I’m running a test RHF/STO-3G calculation on a H24C48S2 molecule, against a Conda-based Psi4 installation. (I’m using the openfermionpsi4 interface, but the question is kind of in between Psi4 and the interface) The calculation is proceeding fine, but I notice I’m only getting a single thread in spite of asking for 4.
Would this approach lead to observable CPU utilization around 400% via, e.g., htop? I’ve looked at the run_psi4 interface and it doesn’t have a thread count argument, but I’m hoping I can avoid customizing it to pass a thread count argument if there’s a trick. Thanks in advance.
I can’t give a definitive answer without looking into the guts of OpenFermion, but I’d expect that supplying set_num_threads should parallelize.
Are you trying that and not seeing parallelization, or are you asking before you’ve even tried? If you need additional support on this, please state your OS.
I should also state as a disclaimer: I don’t understand why you would study a system with this many orbitals if your interests are in quantum computing, and I don’t understand why you would use OpenFermion if your interests aren’t in quantum computing. If you are sure you know what you’re doing, carry on.
In this case you need to get set_num_threads(4) in the input file openfermion writes, or modify the system call with adding -n <nthreads> (maybe an alias like alias psi4=psi4 -n 4 would already work)

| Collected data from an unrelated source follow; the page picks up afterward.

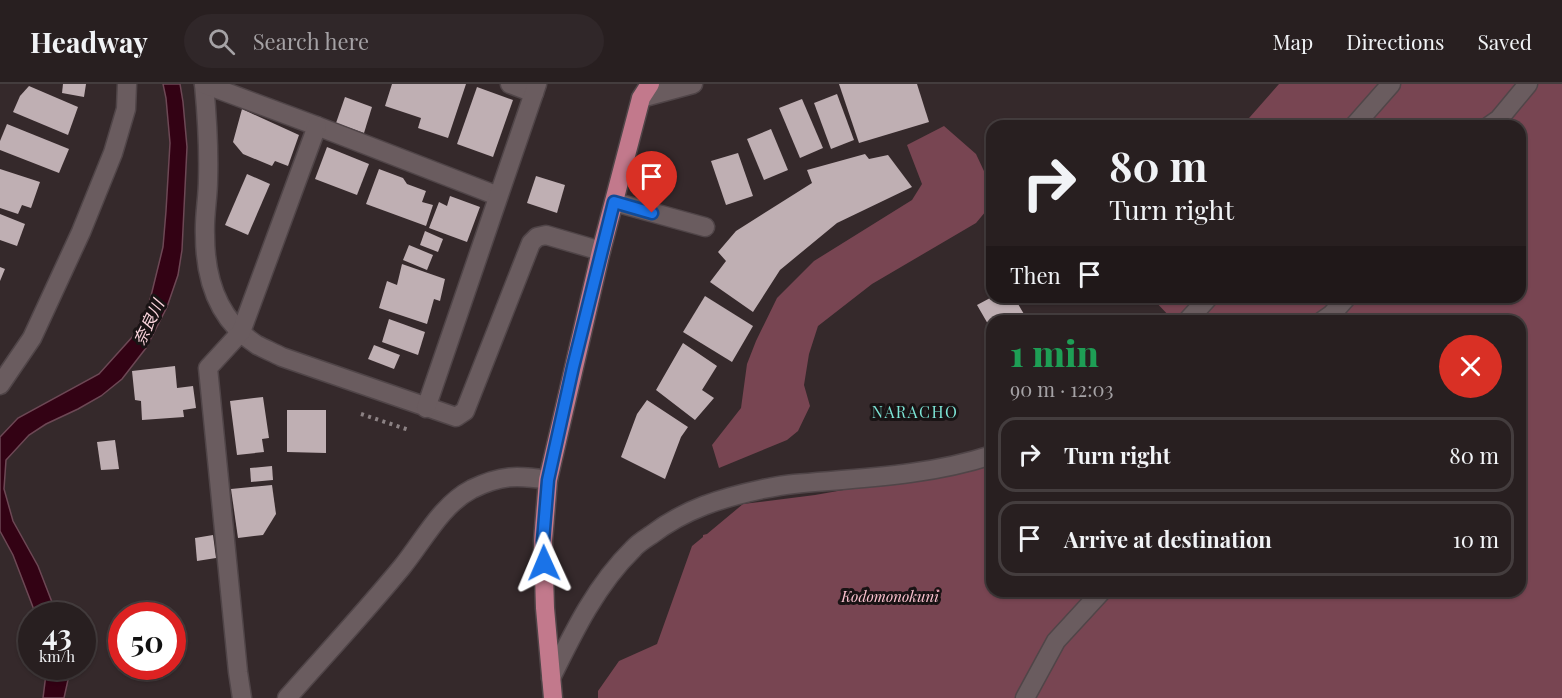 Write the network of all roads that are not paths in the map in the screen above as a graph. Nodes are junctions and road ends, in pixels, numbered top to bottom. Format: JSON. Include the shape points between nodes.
{"nodes":[{"id":1,"x":127,"y":84,"type":"edge"},
{"id":2,"x":204,"y":84,"type":"edge"},
{"id":3,"x":510,"y":84,"type":"edge"},
{"id":4,"x":693,"y":84,"type":"edge"},
{"id":5,"x":1391,"y":84,"type":"edge"},
{"id":6,"x":1528,"y":84,"type":"edge"},
{"id":7,"x":536,"y":88,"type":"edge"},
{"id":8,"x":644,"y":89,"type":"edge"},
{"id":9,"x":1359,"y":120,"type":"edge"},
{"id":10,"x":1497,"y":120,"type":"edge"},
{"id":11,"x":317,"y":126,"type":"junction"},
{"id":12,"x":498,"y":196,"type":"junction"},
{"id":13,"x":614,"y":202,"type":"junction"},
{"id":14,"x":705,"y":227,"type":"dead end"},
{"id":15,"x":601,"y":251,"type":"junction"},
{"id":16,"x":1204,"y":303,"type":"edge"},
{"id":17,"x":1342,"y":303,"type":"edge"},
{"id":18,"x":1192,"y":315,"type":"edge"},
{"id":19,"x":1331,"y":315,"type":"edge"},
{"id":20,"x":241,"y":332,"type":"junction"},
{"id":21,"x":0,"y":385,"type":"edge"},
{"id":22,"x":426,"y":408,"type":"junction"},
{"id":23,"x":986,"y":457,"type":"edge"},
{"id":24,"x":548,"y":480,"type":"junction"},
{"id":25,"x":1096,"y":597,"type":"edge"},
{"id":26,"x":550,"y":678,"type":"junction"},
{"id":27,"x":242,"y":698,"type":"edge"},
{"id":28,"x":286,"y":698,"type":"edge"},
{"id":29,"x":553,"y":698,"type":"edge"},
{"id":30,"x":1024,"y":698,"type":"edge"}],
"edges":[{"from":1,"to":21,"type":"street","via":[[126,109],[81,232],[32,338]]},
{"from":2,"to":11,"type":"street"},
{"from":2,"to":20,"type":"street","via":[[208,130],[204,234],[207,263],[214,294]]},
{"from":3,"to":7,"type":"street"},
{"from":4,"to":8,"type":"street"},
{"from":5,"to":9,"type":"street"},
{"from":6,"to":10,"type":"street"},
{"from":7,"to":12,"type":"street"},
{"from":8,"to":13,"type":"main road"},
{"from":11,"to":12,"type":"street"},
{"from":11,"to":20,"type":"street"},
{"from":12,"to":22,"type":"street"},
{"from":13,"to":14,"type":"street"},
{"from":13,"to":15,"type":"main road"},
{"from":15,"to":22,"type":"street","via":[[546,235],[537,237],[531,243],[465,411],[456,417]]},
{"from":15,"to":24,"type":"main road"},
{"from":16,"to":18,"type":"street"},
{"from":17,"to":19,"type":"street"},
{"from":20,"to":22,"type":"street","via":[[282,357]]},
{"from":20,"to":27,"type":"street","via":[[208,368]]},
{"from":23,"to":26,"type":"street","via":[[942,468],[791,484],[734,495],[669,522],[634,548],[606,580]]},
{"from":24,"to":26,"type":"main road","via":[[543,541]]},
{"from":24,"to":28,"type":"street","via":[[509,476],[470,490],[446,508],[402,566]]},
{"from":25,"to":30,"type":"street","via":[[1056,641]]},
{"from":26,"to":29,"type":"main road"}]} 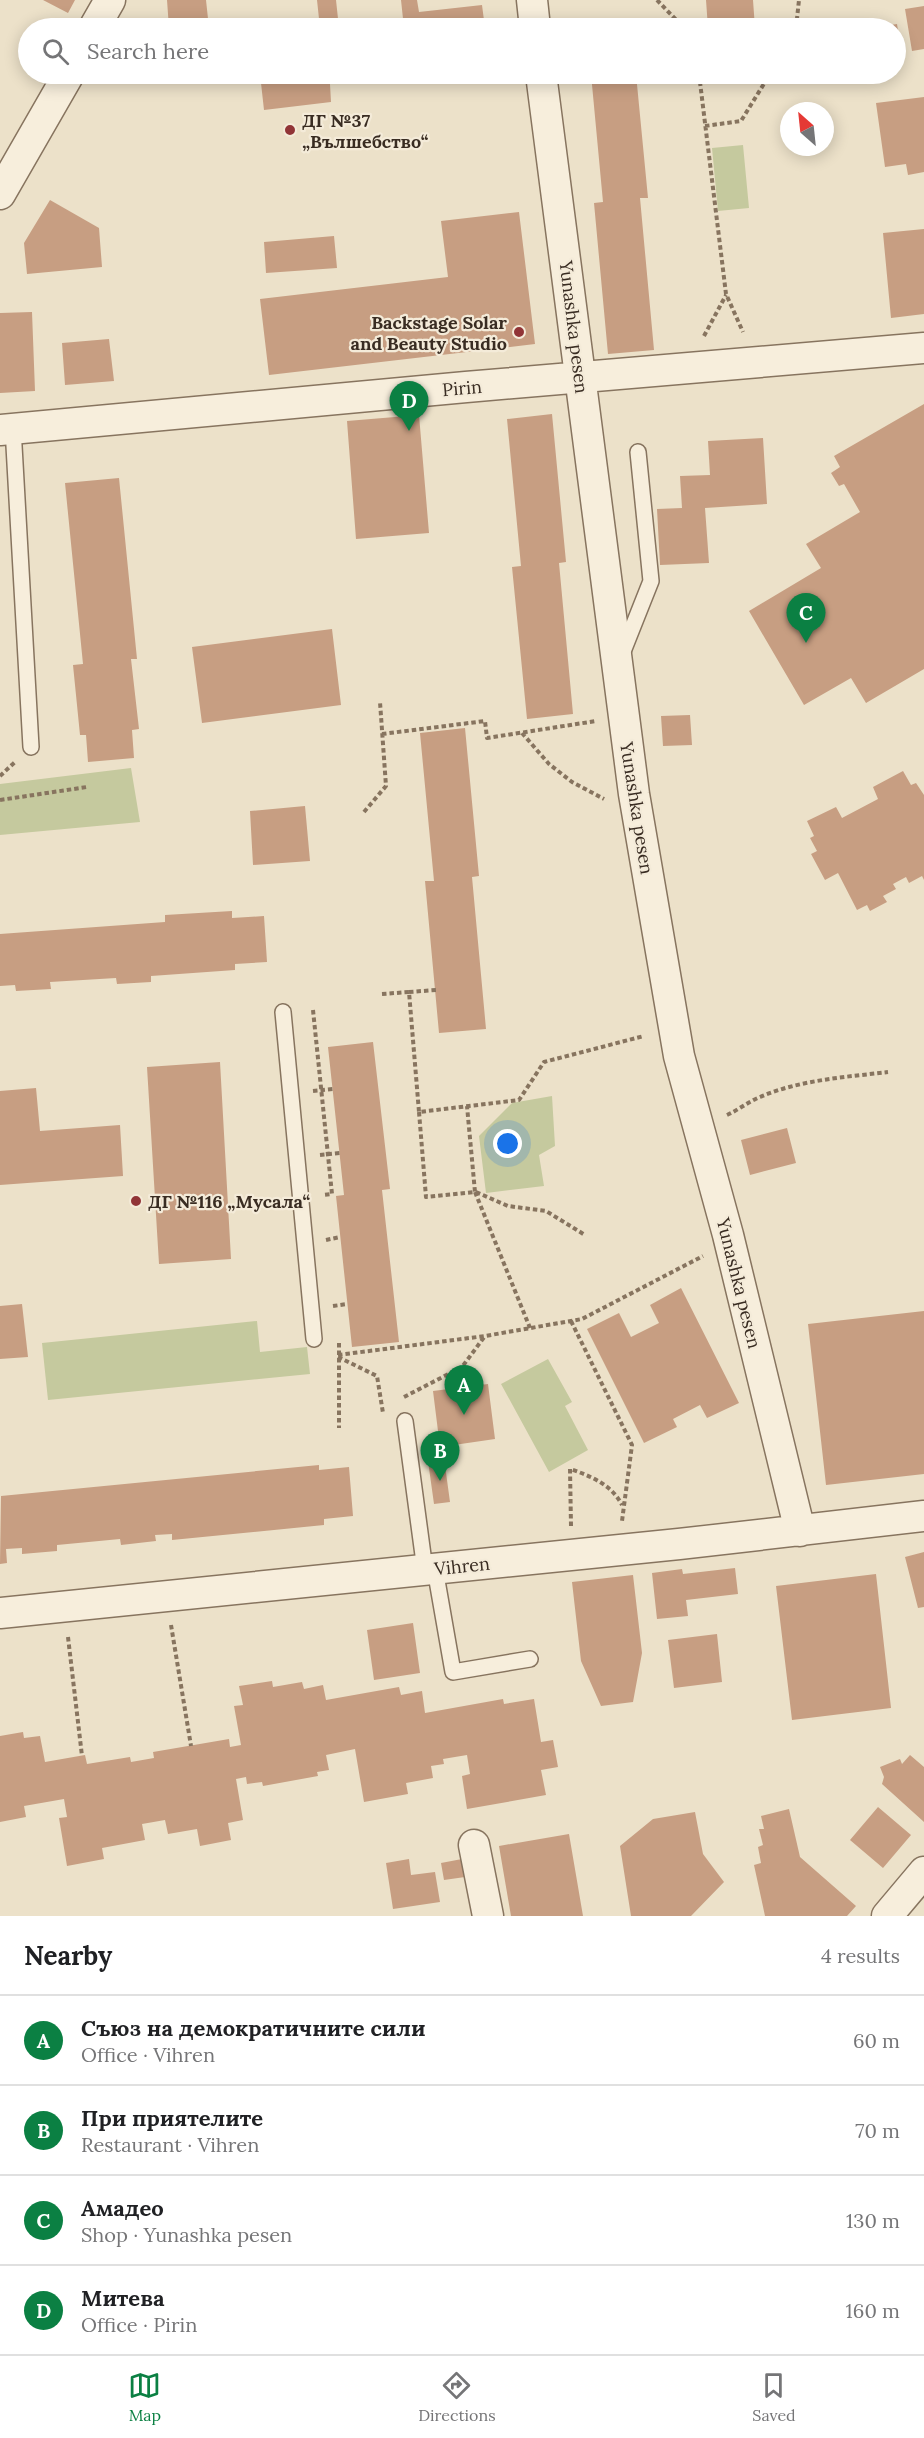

From the code the run_psi4 function will accept some sort of template file, maybe check out as well.
Hi Jonathon, thanks. I did actually try it, but before getting too much deeper wanted to make sure there wasn’t a well-known trick. I’ve wanted to use Psi4 for awhile, but this is the first time I had good reason to start.
Re: quantum computing, it will be an active space calculation. We’re just exploring bounds of NISQ for now, and the phenomenon we’re interested in is primarily contained in a smallish active space around the frontier orbitals. Still working out whether and how the QC frameworks represent the aufbau core of systems; if they don’t, then we have our next proposal. If they do, then we’ll see how far we can push the active space.